*** Opening of Input ***

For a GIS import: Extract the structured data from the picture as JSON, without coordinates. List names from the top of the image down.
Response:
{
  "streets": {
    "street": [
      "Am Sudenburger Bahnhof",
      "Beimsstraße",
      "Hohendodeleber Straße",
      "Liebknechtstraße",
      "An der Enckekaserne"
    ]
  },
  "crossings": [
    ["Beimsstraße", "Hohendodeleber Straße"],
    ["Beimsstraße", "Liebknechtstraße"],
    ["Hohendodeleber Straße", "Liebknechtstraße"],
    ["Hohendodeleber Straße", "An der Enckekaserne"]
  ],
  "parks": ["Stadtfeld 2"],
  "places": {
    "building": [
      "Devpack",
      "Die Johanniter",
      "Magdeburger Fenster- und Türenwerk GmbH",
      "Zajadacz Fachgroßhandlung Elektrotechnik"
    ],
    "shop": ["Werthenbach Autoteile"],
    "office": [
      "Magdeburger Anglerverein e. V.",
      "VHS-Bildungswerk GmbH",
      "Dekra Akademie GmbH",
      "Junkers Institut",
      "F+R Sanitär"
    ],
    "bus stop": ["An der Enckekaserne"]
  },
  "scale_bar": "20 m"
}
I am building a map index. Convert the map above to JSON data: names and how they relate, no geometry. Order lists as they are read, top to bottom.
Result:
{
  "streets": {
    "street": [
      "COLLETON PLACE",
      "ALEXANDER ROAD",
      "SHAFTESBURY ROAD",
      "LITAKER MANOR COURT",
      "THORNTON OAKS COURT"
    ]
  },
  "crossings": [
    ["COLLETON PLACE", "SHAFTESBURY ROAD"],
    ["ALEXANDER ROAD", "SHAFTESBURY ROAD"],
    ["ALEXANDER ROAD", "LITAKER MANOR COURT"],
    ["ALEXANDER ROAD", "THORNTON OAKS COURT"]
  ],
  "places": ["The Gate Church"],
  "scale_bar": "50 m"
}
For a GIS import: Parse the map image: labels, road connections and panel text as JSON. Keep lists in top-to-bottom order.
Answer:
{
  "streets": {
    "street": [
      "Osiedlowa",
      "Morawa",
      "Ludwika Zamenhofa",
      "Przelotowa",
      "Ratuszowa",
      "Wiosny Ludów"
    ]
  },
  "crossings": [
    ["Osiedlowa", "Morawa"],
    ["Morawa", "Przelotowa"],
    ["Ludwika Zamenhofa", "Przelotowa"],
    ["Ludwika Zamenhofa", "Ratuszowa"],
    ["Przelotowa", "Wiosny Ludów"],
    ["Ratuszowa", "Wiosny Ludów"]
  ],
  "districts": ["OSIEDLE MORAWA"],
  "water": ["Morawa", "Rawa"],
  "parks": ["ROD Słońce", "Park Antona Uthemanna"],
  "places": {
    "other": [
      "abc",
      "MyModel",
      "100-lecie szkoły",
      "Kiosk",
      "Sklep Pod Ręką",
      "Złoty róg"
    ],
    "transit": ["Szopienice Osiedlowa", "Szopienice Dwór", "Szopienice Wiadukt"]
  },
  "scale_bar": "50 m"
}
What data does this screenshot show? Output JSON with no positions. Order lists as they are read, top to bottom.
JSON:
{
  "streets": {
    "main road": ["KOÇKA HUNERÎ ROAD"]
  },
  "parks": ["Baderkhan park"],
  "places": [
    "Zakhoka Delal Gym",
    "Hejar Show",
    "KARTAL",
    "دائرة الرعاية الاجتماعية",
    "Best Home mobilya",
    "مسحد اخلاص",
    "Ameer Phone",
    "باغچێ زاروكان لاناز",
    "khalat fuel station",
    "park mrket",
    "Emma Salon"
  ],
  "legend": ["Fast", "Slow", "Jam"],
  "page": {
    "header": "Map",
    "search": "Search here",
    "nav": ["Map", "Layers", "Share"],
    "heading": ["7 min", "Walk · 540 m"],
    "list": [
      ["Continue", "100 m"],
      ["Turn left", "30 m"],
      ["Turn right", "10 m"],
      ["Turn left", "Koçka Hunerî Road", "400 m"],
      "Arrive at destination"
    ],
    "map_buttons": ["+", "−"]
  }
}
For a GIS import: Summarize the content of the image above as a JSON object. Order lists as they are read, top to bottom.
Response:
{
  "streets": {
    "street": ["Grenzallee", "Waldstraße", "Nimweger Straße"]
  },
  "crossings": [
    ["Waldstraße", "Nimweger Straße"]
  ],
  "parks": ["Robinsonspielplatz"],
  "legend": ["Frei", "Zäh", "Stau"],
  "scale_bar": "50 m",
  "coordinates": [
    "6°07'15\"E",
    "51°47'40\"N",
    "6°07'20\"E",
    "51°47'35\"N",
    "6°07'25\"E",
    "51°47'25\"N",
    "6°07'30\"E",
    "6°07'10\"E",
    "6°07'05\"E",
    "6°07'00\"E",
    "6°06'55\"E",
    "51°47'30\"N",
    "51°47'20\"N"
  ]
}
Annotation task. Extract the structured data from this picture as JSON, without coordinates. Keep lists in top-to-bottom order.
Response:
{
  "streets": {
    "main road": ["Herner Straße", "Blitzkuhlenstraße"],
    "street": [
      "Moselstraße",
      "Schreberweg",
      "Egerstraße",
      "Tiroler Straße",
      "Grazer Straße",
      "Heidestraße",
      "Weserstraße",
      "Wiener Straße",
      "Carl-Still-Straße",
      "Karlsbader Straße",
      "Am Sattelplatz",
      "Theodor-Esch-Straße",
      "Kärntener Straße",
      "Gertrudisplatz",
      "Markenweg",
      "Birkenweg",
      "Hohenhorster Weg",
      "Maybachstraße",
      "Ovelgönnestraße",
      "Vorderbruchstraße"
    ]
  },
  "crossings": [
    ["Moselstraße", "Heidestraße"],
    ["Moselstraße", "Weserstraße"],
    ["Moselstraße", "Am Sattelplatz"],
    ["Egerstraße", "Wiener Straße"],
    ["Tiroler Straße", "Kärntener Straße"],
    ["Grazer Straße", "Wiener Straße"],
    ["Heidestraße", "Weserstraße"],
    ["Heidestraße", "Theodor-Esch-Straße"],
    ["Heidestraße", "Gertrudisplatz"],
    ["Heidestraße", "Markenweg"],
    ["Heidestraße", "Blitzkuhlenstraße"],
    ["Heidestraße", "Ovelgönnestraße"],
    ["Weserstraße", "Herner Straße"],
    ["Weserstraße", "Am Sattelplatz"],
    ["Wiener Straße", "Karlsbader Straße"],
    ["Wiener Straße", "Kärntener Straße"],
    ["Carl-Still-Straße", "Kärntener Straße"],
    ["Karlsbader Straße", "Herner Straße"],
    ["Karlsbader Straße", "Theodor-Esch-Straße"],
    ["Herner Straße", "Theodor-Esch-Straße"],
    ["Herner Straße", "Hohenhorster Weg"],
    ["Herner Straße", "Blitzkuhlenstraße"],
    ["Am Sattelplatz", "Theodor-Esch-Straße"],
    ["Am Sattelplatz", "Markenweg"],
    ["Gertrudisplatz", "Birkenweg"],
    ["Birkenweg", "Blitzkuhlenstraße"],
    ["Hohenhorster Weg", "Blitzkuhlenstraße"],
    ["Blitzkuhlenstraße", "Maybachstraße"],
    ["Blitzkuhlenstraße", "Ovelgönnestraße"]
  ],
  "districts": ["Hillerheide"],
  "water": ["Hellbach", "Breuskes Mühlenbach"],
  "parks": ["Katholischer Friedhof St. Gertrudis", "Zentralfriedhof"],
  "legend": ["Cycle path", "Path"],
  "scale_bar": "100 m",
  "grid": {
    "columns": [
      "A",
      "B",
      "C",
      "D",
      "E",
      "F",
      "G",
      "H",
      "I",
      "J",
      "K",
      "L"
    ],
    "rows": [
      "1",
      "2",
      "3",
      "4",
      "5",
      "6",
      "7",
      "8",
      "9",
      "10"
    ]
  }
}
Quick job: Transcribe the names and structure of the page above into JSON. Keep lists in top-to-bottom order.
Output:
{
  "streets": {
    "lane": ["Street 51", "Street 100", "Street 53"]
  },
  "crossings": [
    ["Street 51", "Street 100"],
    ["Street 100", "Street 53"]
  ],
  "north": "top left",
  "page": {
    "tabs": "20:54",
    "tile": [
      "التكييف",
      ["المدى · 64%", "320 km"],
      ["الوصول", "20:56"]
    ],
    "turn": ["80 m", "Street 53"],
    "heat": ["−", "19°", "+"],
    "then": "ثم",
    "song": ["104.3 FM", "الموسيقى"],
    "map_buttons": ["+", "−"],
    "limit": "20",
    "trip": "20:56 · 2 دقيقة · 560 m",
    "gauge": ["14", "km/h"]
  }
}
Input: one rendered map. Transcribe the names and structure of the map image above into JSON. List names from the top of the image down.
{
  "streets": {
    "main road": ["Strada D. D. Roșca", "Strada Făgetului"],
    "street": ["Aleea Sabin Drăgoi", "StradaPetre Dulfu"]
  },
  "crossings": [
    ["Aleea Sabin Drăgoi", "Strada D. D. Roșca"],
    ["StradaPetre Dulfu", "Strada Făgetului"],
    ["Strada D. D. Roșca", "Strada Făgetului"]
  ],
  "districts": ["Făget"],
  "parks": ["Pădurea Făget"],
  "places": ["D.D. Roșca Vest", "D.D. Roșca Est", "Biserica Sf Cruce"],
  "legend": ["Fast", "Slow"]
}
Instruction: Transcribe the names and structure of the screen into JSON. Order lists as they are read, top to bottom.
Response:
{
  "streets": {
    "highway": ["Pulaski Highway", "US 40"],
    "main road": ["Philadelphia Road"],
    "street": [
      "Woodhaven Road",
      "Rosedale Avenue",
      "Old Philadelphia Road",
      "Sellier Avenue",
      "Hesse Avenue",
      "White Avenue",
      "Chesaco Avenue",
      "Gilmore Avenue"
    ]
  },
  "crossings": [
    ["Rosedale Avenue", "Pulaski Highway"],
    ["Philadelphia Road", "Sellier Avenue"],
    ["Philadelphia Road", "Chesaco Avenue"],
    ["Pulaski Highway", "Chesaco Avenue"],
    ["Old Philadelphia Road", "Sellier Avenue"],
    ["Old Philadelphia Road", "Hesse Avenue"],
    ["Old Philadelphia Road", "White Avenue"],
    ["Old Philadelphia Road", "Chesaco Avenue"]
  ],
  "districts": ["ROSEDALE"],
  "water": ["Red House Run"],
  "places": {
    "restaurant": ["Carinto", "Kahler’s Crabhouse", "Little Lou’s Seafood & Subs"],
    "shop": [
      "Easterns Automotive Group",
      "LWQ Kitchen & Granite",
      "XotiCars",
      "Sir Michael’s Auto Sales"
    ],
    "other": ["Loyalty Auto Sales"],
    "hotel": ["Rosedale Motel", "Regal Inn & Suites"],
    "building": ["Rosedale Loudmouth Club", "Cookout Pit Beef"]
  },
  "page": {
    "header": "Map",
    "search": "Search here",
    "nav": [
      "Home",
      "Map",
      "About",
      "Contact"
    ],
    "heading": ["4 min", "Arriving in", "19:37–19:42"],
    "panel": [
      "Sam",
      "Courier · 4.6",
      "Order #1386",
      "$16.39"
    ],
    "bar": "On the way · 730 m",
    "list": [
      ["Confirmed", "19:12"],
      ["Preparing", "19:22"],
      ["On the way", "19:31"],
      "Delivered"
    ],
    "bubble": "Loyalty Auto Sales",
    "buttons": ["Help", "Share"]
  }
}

*** Close of Input ***

Copying word for word, give each line of the data above from the first one through the line containing "For a GIS import: Parse", and nothing else.

» **Reply**:
For a GIS import: Extract the structured data from the picture as JSON, without coordinates. List names from the top of the image down.
Response:
{
  "streets": {
    "street": [
      "Am Sudenburger Bahnhof",
      "Beimsstraße",
      "Hohendodeleber Straße",
      "Liebknechtstraße",
      "An der Enckekaserne"
    ]
  },
  "crossings": [
    ["Beimsstraße", "Hohendodeleber Straße"],
    ["Beimsstraße", "Liebknechtstraße"],
    ["Hohendodeleber Straße", "Liebknechtstraße"],
    ["Hohendodeleber Straße", "An der Enckekaserne"]
  ],
  "parks": ["Stadtfeld 2"],
  "places": {
    "building": [
      "Devpack",
      "Die Johanniter",
      "Magdeburger Fenster- und Türenwerk GmbH",
      "Zajadacz Fachgroßhandlung Elektrotechnik"
    ],
    "shop": ["Werthenbach Autoteile"],
    "office": [
      "Magdeburger Anglerverein e. V.",
      "VHS-Bildungswerk GmbH",
      "Dekra Akademie GmbH",
      "Junkers Institut",
      "F+R Sanitär"
    ],
    "bus stop": ["An der Enckekaserne"]
  },
  "scale_bar": "20 m"
}
I am building a map index. Convert the map above to JSON data: names and how they relate, no geometry. Order lists as they are read, top to bottom.
Result:
{
  "streets": {
    "street": [
      "COLLETON PLACE",
      "ALEXANDER ROAD",
      "SHAFTESBURY ROAD",
      "LITAKER MANOR COURT",
      "THORNTON OAKS COURT"
    ]
  },
  "crossings": [
    ["COLLETON PLACE", "SHAFTESBURY ROAD"],
    ["ALEXANDER ROAD", "SHAFTESBURY ROAD"],
    ["ALEXANDER ROAD", "LITAKER MANOR COURT"],
    ["ALEXANDER ROAD", "THORNTON OAKS COURT"]
  ],
  "places": ["The Gate Church"],
  "scale_bar": "50 m"
}
For a GIS import: Parse the map image: labels, road connections and panel text as JSON. Keep lists in top-to-bottom order.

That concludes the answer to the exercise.